**WORK INSTRUCTION:**
Scan the records for the word "Lingkar". Copy each line that includes it.

(Collected data entries)

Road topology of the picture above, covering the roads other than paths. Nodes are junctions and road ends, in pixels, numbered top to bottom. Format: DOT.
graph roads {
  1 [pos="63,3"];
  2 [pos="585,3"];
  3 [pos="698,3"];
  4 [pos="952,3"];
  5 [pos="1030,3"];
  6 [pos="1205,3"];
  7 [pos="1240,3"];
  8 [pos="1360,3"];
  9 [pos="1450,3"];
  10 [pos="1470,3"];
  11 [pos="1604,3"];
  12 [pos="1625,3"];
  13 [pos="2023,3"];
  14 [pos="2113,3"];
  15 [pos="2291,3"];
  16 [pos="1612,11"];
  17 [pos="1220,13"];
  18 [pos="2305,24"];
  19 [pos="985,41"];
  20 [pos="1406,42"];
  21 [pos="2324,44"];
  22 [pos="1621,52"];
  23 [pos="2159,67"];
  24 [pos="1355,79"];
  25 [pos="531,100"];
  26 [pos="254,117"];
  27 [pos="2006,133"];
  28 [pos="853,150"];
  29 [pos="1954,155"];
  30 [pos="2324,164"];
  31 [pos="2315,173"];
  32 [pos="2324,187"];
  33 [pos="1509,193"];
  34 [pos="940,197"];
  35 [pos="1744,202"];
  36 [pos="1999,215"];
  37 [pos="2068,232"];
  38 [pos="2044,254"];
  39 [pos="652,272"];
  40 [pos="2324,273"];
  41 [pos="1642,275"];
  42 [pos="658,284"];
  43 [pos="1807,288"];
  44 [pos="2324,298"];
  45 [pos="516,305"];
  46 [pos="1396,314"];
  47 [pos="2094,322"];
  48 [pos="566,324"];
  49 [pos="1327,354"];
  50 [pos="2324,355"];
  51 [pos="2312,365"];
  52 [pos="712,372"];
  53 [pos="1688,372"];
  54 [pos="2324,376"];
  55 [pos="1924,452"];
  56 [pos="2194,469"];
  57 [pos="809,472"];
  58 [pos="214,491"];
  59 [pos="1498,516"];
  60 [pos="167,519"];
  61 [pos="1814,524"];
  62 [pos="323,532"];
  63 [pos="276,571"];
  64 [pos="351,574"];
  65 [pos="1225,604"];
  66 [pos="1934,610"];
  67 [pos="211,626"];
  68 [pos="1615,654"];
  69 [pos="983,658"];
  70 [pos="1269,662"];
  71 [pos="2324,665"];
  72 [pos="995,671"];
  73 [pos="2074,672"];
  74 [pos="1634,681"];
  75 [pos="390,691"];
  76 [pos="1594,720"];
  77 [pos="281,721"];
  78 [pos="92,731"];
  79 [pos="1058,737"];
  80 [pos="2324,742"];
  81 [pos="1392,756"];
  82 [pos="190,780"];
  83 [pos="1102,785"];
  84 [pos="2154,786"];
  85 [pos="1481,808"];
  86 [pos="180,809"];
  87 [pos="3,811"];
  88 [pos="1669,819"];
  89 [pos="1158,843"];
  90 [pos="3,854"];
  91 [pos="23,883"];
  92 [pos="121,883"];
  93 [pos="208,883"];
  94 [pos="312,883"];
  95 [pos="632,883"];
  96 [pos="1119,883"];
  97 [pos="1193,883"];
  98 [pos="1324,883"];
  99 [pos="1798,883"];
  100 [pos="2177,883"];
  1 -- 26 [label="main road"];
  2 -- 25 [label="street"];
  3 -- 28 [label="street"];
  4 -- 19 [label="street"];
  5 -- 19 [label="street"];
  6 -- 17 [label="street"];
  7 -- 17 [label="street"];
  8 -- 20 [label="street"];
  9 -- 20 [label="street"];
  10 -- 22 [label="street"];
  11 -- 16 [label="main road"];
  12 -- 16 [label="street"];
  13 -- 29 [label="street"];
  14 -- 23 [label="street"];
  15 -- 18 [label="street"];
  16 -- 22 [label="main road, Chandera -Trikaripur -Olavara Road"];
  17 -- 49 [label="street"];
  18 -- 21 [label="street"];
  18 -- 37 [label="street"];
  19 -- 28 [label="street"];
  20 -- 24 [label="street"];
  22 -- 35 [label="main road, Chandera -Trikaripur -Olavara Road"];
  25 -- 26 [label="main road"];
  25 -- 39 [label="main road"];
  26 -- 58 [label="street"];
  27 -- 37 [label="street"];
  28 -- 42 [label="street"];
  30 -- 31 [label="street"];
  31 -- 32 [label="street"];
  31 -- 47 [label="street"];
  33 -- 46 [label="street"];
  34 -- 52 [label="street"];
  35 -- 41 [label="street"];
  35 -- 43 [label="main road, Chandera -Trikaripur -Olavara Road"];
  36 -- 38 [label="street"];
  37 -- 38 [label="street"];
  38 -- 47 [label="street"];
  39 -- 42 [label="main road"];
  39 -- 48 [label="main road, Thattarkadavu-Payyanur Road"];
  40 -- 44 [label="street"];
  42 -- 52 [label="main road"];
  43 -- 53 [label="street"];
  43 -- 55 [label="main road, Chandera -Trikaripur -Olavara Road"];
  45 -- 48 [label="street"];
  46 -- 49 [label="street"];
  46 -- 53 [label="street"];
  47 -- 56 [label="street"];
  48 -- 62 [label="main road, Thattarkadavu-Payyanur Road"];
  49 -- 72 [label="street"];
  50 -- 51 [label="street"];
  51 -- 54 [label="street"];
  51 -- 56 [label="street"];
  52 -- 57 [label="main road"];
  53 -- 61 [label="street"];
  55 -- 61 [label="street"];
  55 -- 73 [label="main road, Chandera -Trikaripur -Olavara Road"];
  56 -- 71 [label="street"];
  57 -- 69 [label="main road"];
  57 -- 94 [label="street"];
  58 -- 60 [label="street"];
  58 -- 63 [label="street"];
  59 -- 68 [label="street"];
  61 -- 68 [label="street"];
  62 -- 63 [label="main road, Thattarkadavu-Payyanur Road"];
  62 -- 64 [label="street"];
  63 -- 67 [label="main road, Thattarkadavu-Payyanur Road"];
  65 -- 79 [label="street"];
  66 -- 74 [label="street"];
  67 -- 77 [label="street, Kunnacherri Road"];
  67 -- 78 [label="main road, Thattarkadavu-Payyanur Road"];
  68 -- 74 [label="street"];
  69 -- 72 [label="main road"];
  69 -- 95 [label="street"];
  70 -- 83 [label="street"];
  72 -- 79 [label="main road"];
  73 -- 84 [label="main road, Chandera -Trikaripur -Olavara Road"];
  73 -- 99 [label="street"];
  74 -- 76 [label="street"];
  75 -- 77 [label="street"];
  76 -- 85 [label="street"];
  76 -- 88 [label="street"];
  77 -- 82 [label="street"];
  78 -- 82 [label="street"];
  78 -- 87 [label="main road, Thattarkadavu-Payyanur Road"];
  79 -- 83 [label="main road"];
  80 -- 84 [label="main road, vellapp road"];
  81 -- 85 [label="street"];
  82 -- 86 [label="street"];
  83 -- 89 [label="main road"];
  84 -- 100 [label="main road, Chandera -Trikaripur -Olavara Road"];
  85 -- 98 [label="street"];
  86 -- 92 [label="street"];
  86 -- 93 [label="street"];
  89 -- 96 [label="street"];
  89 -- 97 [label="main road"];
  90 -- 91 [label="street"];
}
---
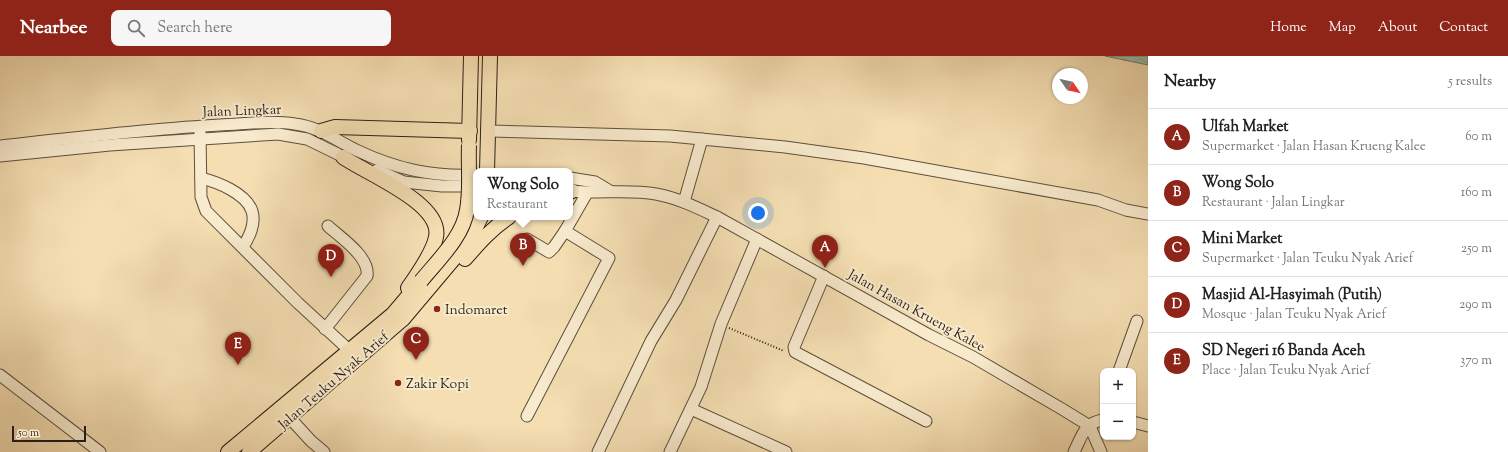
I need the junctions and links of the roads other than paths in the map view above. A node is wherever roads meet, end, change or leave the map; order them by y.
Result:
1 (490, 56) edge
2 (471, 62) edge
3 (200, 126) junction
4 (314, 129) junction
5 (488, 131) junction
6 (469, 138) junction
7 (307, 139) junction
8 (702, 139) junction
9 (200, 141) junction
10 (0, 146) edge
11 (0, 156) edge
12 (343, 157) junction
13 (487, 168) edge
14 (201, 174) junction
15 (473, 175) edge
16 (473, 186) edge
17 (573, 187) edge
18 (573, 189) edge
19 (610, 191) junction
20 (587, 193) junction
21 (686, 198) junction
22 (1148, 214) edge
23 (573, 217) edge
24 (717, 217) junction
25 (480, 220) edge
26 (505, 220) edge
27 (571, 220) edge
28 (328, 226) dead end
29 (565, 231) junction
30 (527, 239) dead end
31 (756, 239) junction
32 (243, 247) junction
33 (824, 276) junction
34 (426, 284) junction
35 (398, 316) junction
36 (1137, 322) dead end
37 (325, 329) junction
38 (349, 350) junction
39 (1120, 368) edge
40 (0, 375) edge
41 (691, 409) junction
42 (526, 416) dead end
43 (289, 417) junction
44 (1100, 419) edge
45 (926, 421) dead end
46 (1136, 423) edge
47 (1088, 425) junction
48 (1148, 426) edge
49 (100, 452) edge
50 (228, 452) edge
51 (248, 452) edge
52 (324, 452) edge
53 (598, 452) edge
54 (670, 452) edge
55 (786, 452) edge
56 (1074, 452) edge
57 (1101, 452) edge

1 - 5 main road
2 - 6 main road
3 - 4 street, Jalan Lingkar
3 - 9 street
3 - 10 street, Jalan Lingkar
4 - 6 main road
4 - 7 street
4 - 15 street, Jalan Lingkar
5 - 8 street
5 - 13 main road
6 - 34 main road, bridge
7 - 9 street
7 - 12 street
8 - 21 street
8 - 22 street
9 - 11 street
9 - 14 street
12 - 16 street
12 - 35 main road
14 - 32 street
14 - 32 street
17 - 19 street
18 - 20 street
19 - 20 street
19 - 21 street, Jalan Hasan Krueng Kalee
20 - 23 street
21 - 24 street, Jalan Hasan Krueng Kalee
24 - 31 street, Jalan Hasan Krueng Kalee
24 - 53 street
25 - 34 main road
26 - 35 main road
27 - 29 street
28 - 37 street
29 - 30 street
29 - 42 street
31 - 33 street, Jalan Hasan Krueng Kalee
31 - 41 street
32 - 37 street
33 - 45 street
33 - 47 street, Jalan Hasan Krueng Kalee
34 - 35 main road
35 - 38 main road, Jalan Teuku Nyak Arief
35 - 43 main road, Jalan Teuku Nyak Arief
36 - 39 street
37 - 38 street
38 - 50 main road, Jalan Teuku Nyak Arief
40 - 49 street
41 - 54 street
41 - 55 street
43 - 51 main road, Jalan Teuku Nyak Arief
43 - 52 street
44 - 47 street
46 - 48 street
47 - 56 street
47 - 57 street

**EXPECTED ANSWER:**
3 - 4 street, Jalan Lingkar
3 - 10 street, Jalan Lingkar
4 - 15 street, Jalan Lingkar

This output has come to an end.